The title is a play on words on the two musical genres doo-wop and bebop. Doo-Bop was released by Warner Bros. Records on June 30, 1992. By May 1993, it had sold approximately 300,000 copies worldwide. The album received negative reviews from most critics. Greg Tate called it an "inconsequential" jazz-rap record from Davis, while Billboard found the R&B-based album to not "quite cut as deeply" as his 1970s funk recordings. In Entertainment Weekly, Greg Sandow wrote that Davis's solos were performed with "impeccable logic and wistful finesse" but accompanied by hackneyed guest raps and unadventurous hip hop beats, which reduced Doo-Bop to "elegant aural wallpaper". Los Angeles Times critic Don Snowden believed the album "succeeded only in fits and starts" because of Davis's first time working with hip hop tracks, "the rigidity" of which Snowden felt often reduced his "muted-laced-with-echo trumpet to just another instrumental color in the mix". Richard Williams from The Independent viewed the tracks as a regression from the ambient-inflected Tutu (1986) album as they inspired trumpet improvisations from Davis which displayed "a rhythmic banality that was never remotely discernible in Miles's pre-electric playing".
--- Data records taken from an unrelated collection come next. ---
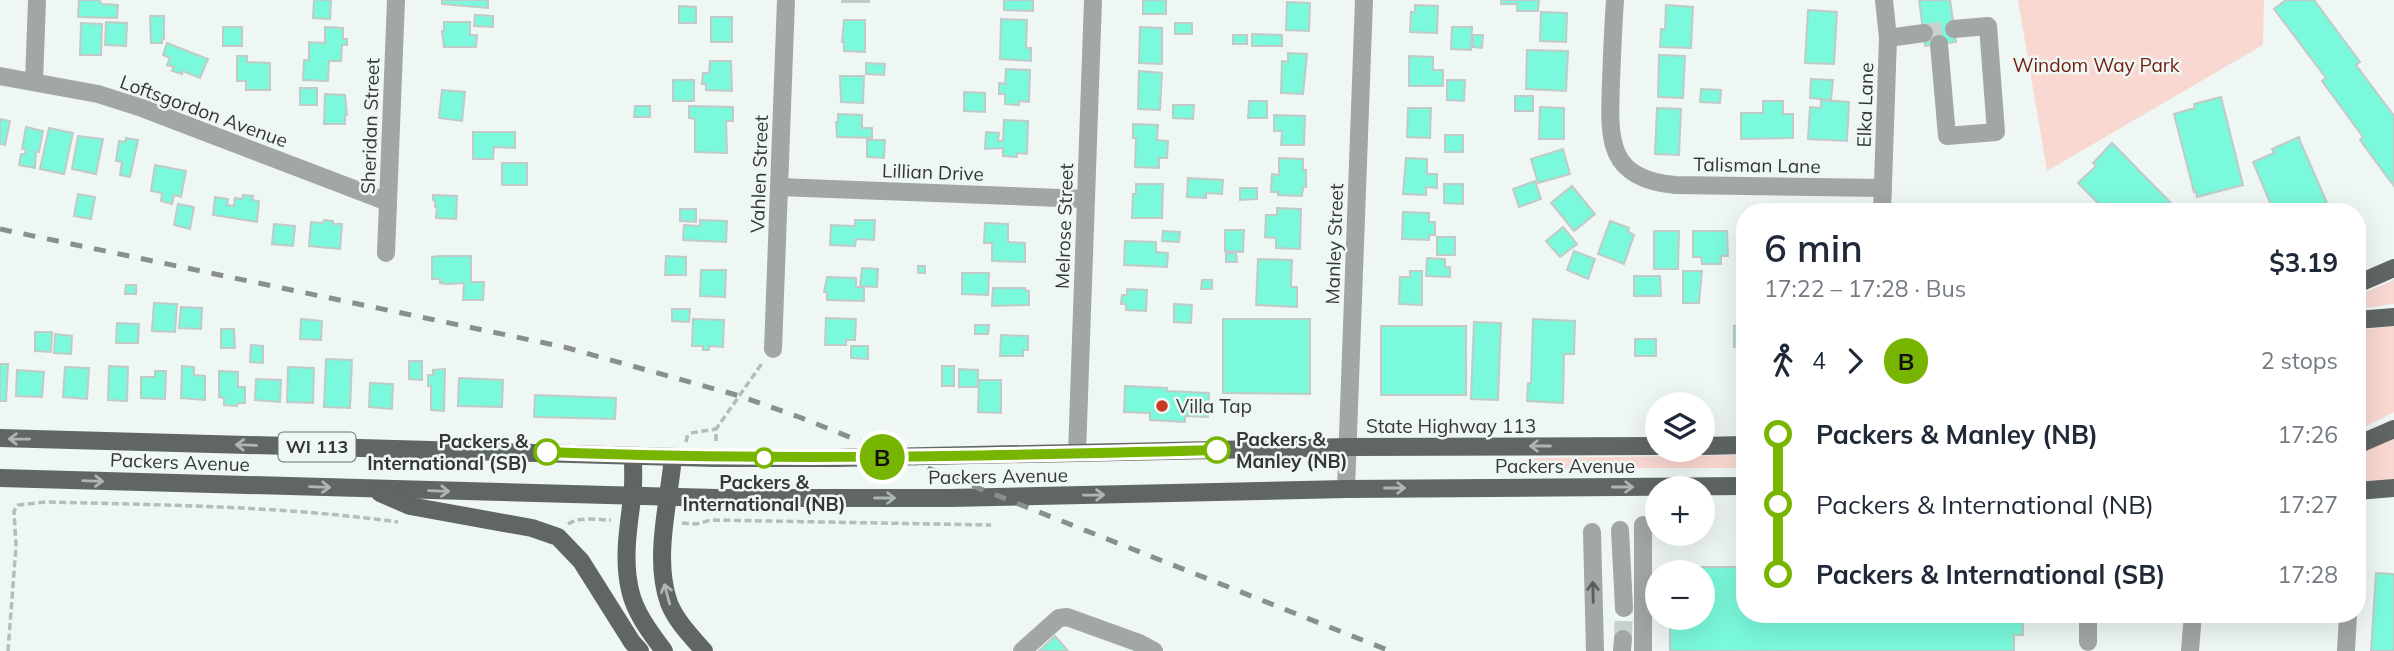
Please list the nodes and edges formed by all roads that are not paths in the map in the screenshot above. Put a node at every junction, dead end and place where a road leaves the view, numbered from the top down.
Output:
1 (37, 0) edge
2 (396, 0) edge
3 (786, 0) edge
4 (1093, 0) edge
5 (1364, 0) edge
6 (1615, 0) edge
7 (1884, 0) edge
8 (1954, 29) tunnel mouth
9 (1924, 33) tunnel mouth
10 (1888, 38) junction
11 (1939, 44) dead end
12 (0, 76) edge
13 (34, 82) junction
14 (779, 187) junction
15 (1883, 188) junction
16 (1086, 199) junction
17 (388, 202) junction
18 (1882, 203) edge
19 (386, 253) dead end
20 (2394, 268) edge
21 (2366, 280) edge
22 (2394, 317) edge
23 (2366, 319) edge
24 (773, 349) road end
25 (2394, 429) edge
26 (0, 438) edge
27 (2366, 441) edge
28 (1645, 446) edge
29 (1715, 446) edge
30 (1736, 446) edge
31 (1348, 447) junction
32 (1077, 453) junction
33 (633, 456) junction
34 (673, 457) junction
35 (0, 478) edge
36 (1736, 486) edge
37 (2394, 488) edge
38 (370, 489) junction
39 (1346, 489) junction
40 (2366, 490) edge
41 (633, 496) junction
42 (670, 496) junction
43 (1643, 525) dead end
44 (1620, 530) dead end
45 (1592, 532) dead end
46 (1624, 608) tunnel mouth
47 (2088, 623) edge
48 (2192, 623) edge
49 (2348, 623) edge
50 (2088, 642) dead end
51 (640, 651) edge
52 (664, 651) edge
53 (704, 651) edge
54 (1022, 651) edge
55 (1154, 651) edge
56 (1595, 651) edge
57 (1643, 651) edge
58 (2190, 651) edge
59 (2346, 651) edge

1 - 13 street
2 - 17 street, Sheridan Street
3 - 14 street, Vahlen Street
4 - 16 street, Melrose Street
5 - 31 street, Manley Street
6 - 15 street, Talisman Lane
7 - 10 street, Elka Lane
8 - 11 street
9 - 10 street
10 - 15 street, Elka Lane
12 - 13 street, Loftsgordon Avenue
13 - 17 street, Loftsgordon Avenue
14 - 16 street, Lillian Drive
14 - 24 street, Vahlen Street
15 - 18 street, Elka Lane
16 - 32 street, Melrose Street
17 - 19 street, Sheridan Street
20 - 21 main road
22 - 23 main road
25 - 27 main road
33 -> 26 main road, Packers Avenue / WI 113
28 -> 31 main road, State Highway 113 / WI 113
29 - 30 main road
31 - 32 main road, State Highway 113 / WI 113
31 - 39 street, Manley Street
32 - 34 main road, Packers Avenue / WI 113
33 - 34 main road, Packers Avenue / WI 113
33 - 41 main road
34 - 42 main road
35 -> 38 main road, Packers Avenue / WI 113
39 -> 36 main road, Packers Avenue / WI 113
37 - 40 main road
38 -> 41 main road, Packers Avenue / WI 113
38 - 51 main road
42 -> 39 main road, Packers Avenue / WI 113
41 - 42 main road, Packers Avenue / WI 113
41 - 52 main road
53 -> 42 main road
43 - 57 street
44 - 46 street
56 -> 45 street
47 - 50 street
48 - 58 street
49 - 59 street
54 - 55 street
In a positive review, Q called Doo-Bop "a collector's piece ... as hip, sexy, open and complex as the best of his work since he elected to turn to FM airplay music in the 1980s". Musician considered it a pleasant hip hop album and an accessible introduction to Davis's music for "younger ears weaned on modern beats". In DownBeat, Robin Tolleson wrote that Davis sounded less timid than on previous few records as "his phrasing and concept adapt sharply from tune to tune". Doo-Bop won the 1993 Grammy Award for Best R&B Instrumental Performance.

Professional ratings
Review scores
| Source | Rating |
| AllMusic | Star |
| DownBeat | Star Half star |
| The Encyclopedia of Popular Music | Star |
| Entertainment Weekly | B− |
| Los Angeles Times | Star Half star |
| The Penguin Guide to Jazz Recordings | Star |
| Q | Star |
| (The New) Rolling Stone Album Guide | Star |

== Track listing ==

- All tracks written by Miles Davis/Easy Mo Bee, except where indicated:

Side One
| No. | Title | Writer(s) | Length |
|---|---|---|---|
| 1. | "Mystery" |  | 3:56 |
| 2. | "The Doo-Bop Song" |  | 5:02 |
| 3. | "Chocolate Chip" | Davis, Easy Mo Bee, Donald Hepburn | 4:41 |
| 4. | "High Speed Chase" | Davis, Easy Mo Bee, Larry Mizell | 4:40 |

Side Two
| No. | Title | Length |
|---|---|---|
| 5. | "Blow" | 5:07 |
| 6. | "Sonya" | 5:32 |
| 7. | "Fantasy" | 4:38 |
| 8. | "Duke Booty" | 4:56 |
| 9. | "Mystery (Reprise)" | 1:26 |

==Personnel==
Credits are adapted from The Last Miles (2007) by George Cole.

Musicians
- Miles Davis – trumpet
- Deron Johnson – keyboards
- J.R – performer
- A.B. Money – performer

Production
- Easy Mo Bee – producer
- Matt Pierson – associate producer
- Gordon Meltzer – associate executive producer
- Daniel Beroff – engineer
- Reginald Dozier – engineer
- Zane Giles – engineer
- Randy Hall – engineer
- John McGlain – engineer
- Bruce Moore – engineer
- Arthur Steuer – engineer
- Kirk Yano – engineer
- D'Anthony Johnson – engineer, mixing
- Eric Lynch – engineer, mixing
- Ted Jensen – mastering
- Rodney Lucas – technical Services
- Faith Newman – production services
- Linda Burke – production services
- Robin Lynch – art direction
- Annie Leibovitz – photography
- Michael Benabib – photography

== Charts ==

=== Weekly charts ===

Weekly chart performance for Doo-Bop
| Chart (1992) | Peak position |
|---|---|
| American Albums Chart | 190 |
| American Jazz Albums Chart | 1 |
| American R&B Albums Chart | 28 |

| Chart (2026) | Peak position |
|---|---|
| French Jazz Albums (SNEP) | 7 |
| Greek Albums (IFPI) | 8 |
| Hungarian Physical Albums (MAHASZ) | 32 |

=== Monthly charts ===

Monthly chart performance for Doo-Bop
| Chart (2026) | Peak position |
|---|---|
| German Jazz Albums (Offizielle Top 100) | 16 |

==Certifications and sales==

| Region | Certification | Certified units/sales |
| Germany (BVMI) | Gold | 10,000^{^} |
| United States | — | 276,000 |
Summaries
| Worldwide | — | 300,000 |
^{^} Shipments figures based on certification alone.